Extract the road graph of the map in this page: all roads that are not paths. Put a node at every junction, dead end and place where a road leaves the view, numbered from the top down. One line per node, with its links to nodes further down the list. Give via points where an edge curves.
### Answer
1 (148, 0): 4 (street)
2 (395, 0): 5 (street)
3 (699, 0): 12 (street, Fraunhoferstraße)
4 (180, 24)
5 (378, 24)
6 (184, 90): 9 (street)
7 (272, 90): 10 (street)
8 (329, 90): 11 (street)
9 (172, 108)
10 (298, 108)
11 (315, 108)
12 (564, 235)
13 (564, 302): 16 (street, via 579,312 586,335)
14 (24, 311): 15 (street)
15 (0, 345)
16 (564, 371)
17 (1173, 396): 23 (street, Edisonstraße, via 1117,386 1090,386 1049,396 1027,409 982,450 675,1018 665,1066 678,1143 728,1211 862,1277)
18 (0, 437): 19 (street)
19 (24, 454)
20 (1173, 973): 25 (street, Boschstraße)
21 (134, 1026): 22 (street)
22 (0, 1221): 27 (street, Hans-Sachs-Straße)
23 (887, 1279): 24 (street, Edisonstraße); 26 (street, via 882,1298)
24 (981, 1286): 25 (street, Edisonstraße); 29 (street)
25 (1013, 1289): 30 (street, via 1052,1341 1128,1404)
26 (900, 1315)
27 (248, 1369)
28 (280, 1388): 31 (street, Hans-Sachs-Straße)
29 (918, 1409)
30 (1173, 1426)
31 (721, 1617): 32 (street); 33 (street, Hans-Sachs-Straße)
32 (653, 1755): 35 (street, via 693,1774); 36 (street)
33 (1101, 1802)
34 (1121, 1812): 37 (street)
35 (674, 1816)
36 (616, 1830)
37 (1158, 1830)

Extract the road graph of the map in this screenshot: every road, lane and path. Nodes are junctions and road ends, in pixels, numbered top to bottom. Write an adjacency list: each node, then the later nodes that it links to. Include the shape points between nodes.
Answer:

# # # #

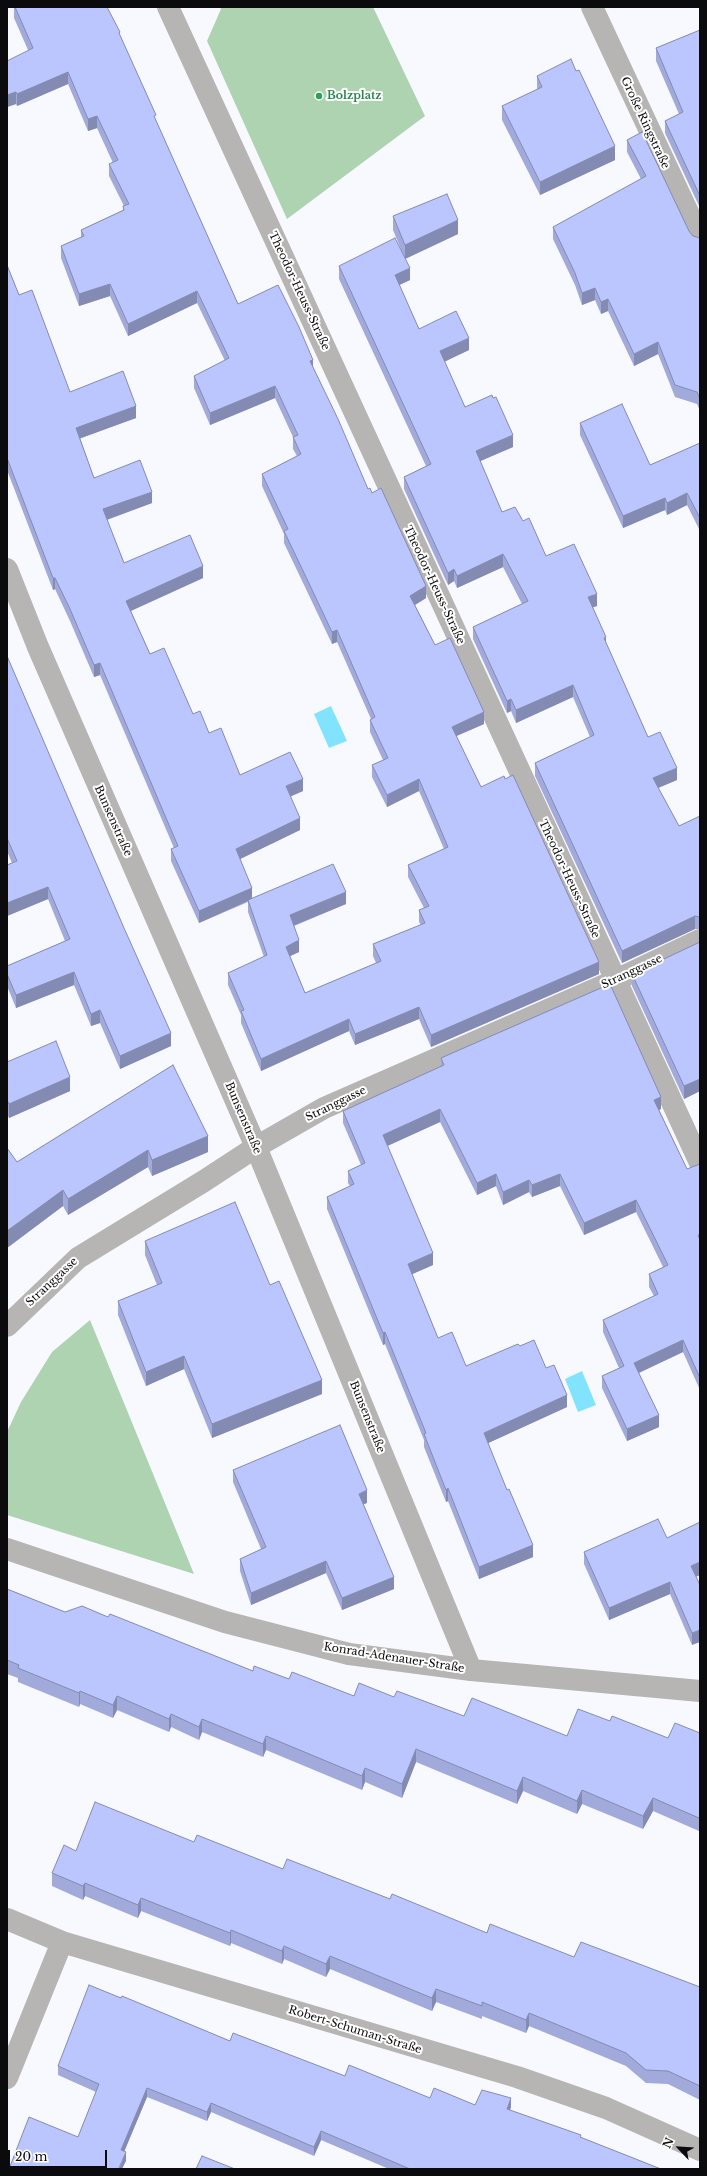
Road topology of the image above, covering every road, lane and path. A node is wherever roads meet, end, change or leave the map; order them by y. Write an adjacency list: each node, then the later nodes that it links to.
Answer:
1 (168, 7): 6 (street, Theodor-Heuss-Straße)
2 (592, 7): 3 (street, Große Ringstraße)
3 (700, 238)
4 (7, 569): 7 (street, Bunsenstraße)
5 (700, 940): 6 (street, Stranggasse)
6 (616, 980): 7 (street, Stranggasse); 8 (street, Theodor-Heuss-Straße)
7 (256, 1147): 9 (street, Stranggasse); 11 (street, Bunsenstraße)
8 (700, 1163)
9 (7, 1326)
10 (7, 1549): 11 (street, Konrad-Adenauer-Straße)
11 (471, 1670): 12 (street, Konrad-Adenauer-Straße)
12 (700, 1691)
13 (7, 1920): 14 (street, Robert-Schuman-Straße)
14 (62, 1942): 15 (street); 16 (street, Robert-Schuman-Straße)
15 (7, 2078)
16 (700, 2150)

# # # #

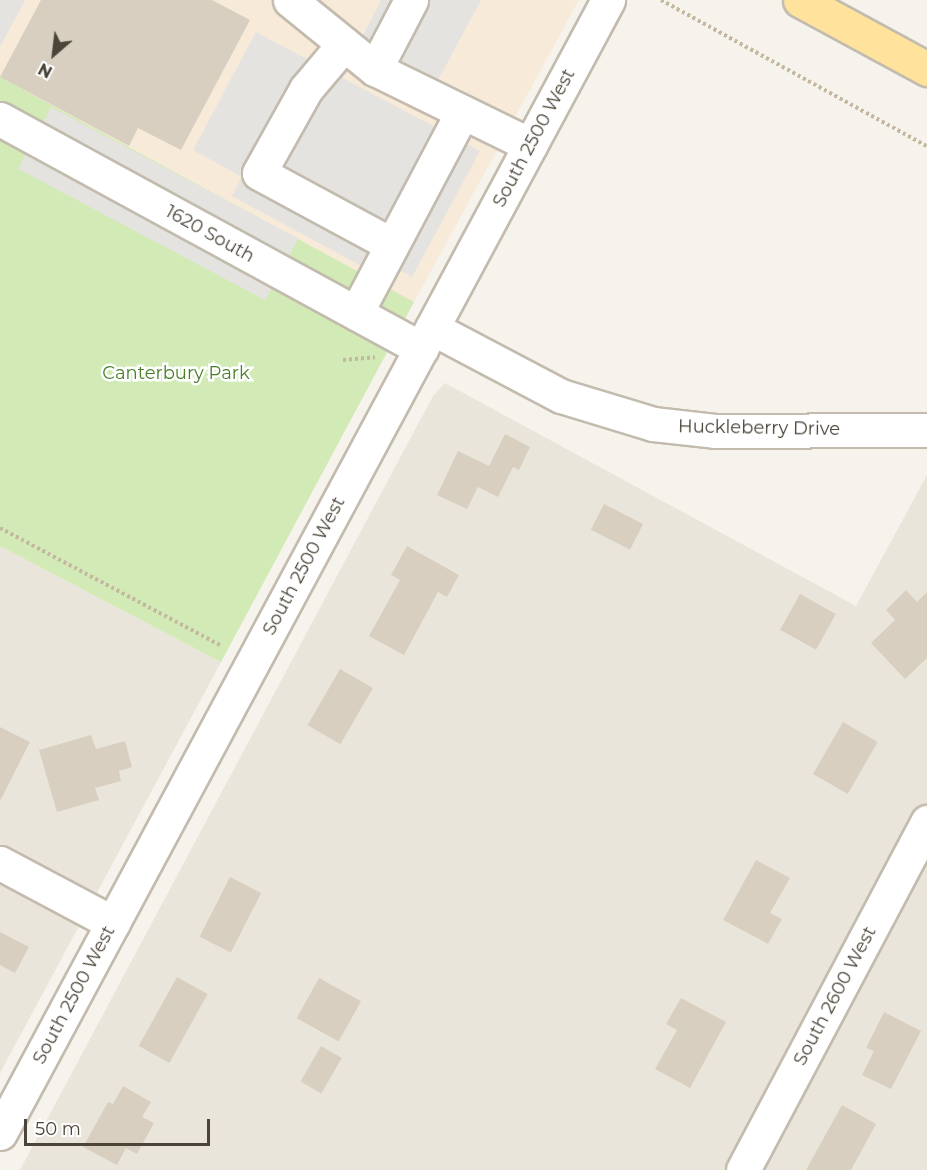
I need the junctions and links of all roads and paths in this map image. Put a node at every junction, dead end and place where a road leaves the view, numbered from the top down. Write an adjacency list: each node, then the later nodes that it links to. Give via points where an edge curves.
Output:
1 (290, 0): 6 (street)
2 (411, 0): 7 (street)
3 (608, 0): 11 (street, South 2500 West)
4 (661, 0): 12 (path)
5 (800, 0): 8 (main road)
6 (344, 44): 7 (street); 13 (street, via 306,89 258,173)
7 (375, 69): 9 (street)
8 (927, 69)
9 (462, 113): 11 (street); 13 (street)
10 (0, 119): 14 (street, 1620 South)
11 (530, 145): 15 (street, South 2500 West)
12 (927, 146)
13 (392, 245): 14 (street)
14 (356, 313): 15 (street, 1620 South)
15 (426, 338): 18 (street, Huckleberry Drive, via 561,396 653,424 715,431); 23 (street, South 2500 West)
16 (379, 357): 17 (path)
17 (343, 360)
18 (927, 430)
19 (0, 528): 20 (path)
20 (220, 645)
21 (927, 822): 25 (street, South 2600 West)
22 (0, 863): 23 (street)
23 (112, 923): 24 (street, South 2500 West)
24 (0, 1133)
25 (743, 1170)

# # # #

**Work required**
Extract every line of the records above that contains the word "from".

**Solution for this task**
Extract the road graph of the map in this page: all roads that are not paths. Put a node at every junction, dead end and place where a road leaves the view, numbered from the top down. One line per node, with its links to nodes further down the list. Give via points where an edge curves.
I need the junctions and links of all roads and paths in this map image. Put a node at every junction, dead end and place where a road leaves the view, numbered from the top down. Write an adjacency list: each node, then the later nodes that it links to. Give via points where an edge curves.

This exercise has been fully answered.